The Scottish Government has met with investors in a bid to save Mortons Rolls.
Scottish business minister Ivan McKee held the meeting on Thursday afternoon but no deal has yet been struck.
The iconic Scottish brand, based in Glasgow, ceased trading last week after 58 years in business.
Around 250 jobs at the company’s manufacturing facility in Drumchapel are at risk.
A letter to Mortons Rolls employees – dated March 3 – circulating on social media read: “We are writing to consult you with regard to your employment with Morton’s Rolls Limited being terminated as a result of redundancy.
“Whilst no final decision has been taken, every employee of the company is receiving this letter as all jobs are at risk.”
On Monday, Labour MSP Paul Sweeney announced that Mortons Rolls could be saved following a positive discussion with angel investors.
He tweeted: “I’ve had a positive discussion today with angel investors who are prepared to buy @mortonsrolls, saving the brand and many of the jobs.
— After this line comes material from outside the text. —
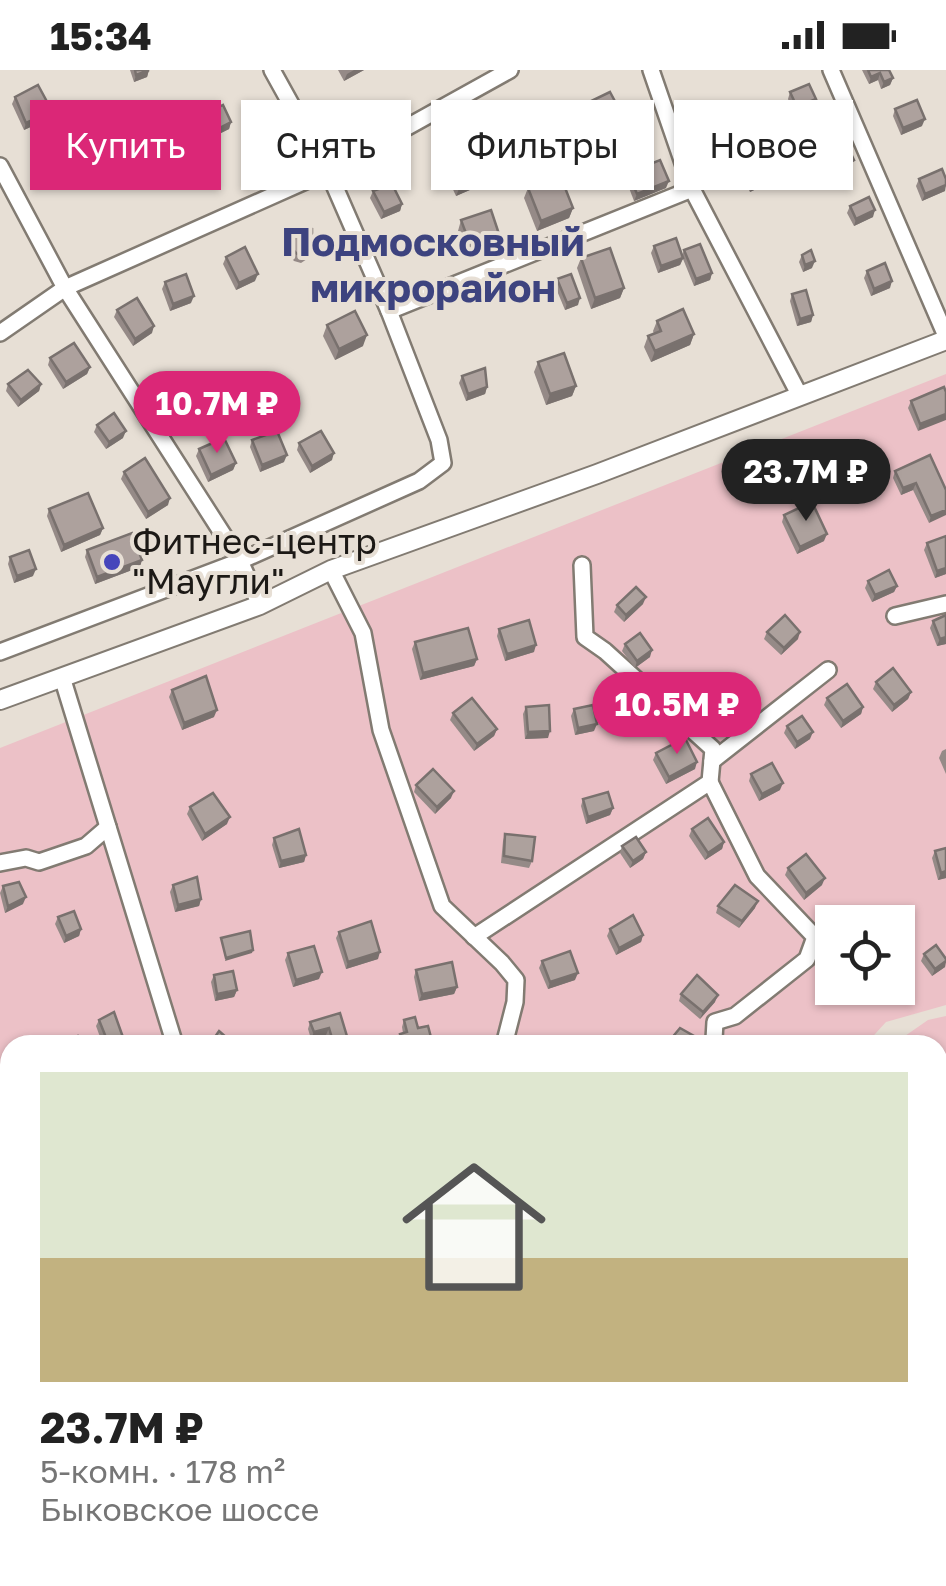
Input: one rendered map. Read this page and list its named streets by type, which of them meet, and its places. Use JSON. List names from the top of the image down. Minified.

“Time is of the essence to secure the factory lease and jobs. I have requested that Scottish Ministers engage with the investors within 24 hours.”
At FMQs on Thursday, Nicola Sturgeon said her government would do everything it could to try and save the business.
She said: “I, like everyone else, was deeply concerned of the company’s decision to cease trading last week.
“In my pre-politics life I used to work in Drumchapel. I know how important a company like this is to people there and to the sense of community.
“Of course, Mortons is an iconic Scottish brand.
“The Scottish Government, working with Glasgow City Council, will do everything we possibly can to see if there’s a rescue package that allows the company to continue trading and to continue to make the contribution that it has made for some time to the community of Drumchapel.”
Scotland’s business minister said the 250 workers affected by the business ceasing trading are the “immediate priority”.
McKee said: “The Scottish Government’s initiative for responding to redundancy situations, Partnership Action for Continuing Employment (PACE), has contacted the company to offer to provide support to affected employees.
“PACE aims to minimise the time people affected by redundancy are out of work by providing skills development and employability support.
“PACE support is already available online and through the PACE Helpline. Two PACE Support and Jobs Fair events will be held at Partick Job Centre on Thursday 16th and Friday 17th March.
“I have held constructive talks with Paul Sweeney MSP and Bill Kidd MSP to discuss how the Scottish Government can support those at risk of redundancy and to consider suitable next steps.
“Earlier today I met potential investors to listen to their proposal.”
The company started making morning rolls in 1965 and later expanded into cakes, tattie scones and more baked goods.
It was originally founded by Bob Morton and Jim Clarke in 1965 at their bakery in Anniesland in Glasgow’s West End.
In 2021, the business announced a six-figure deal with Lidl to provide rolls and other items and said they were making a significant investment in new machines and new jobs.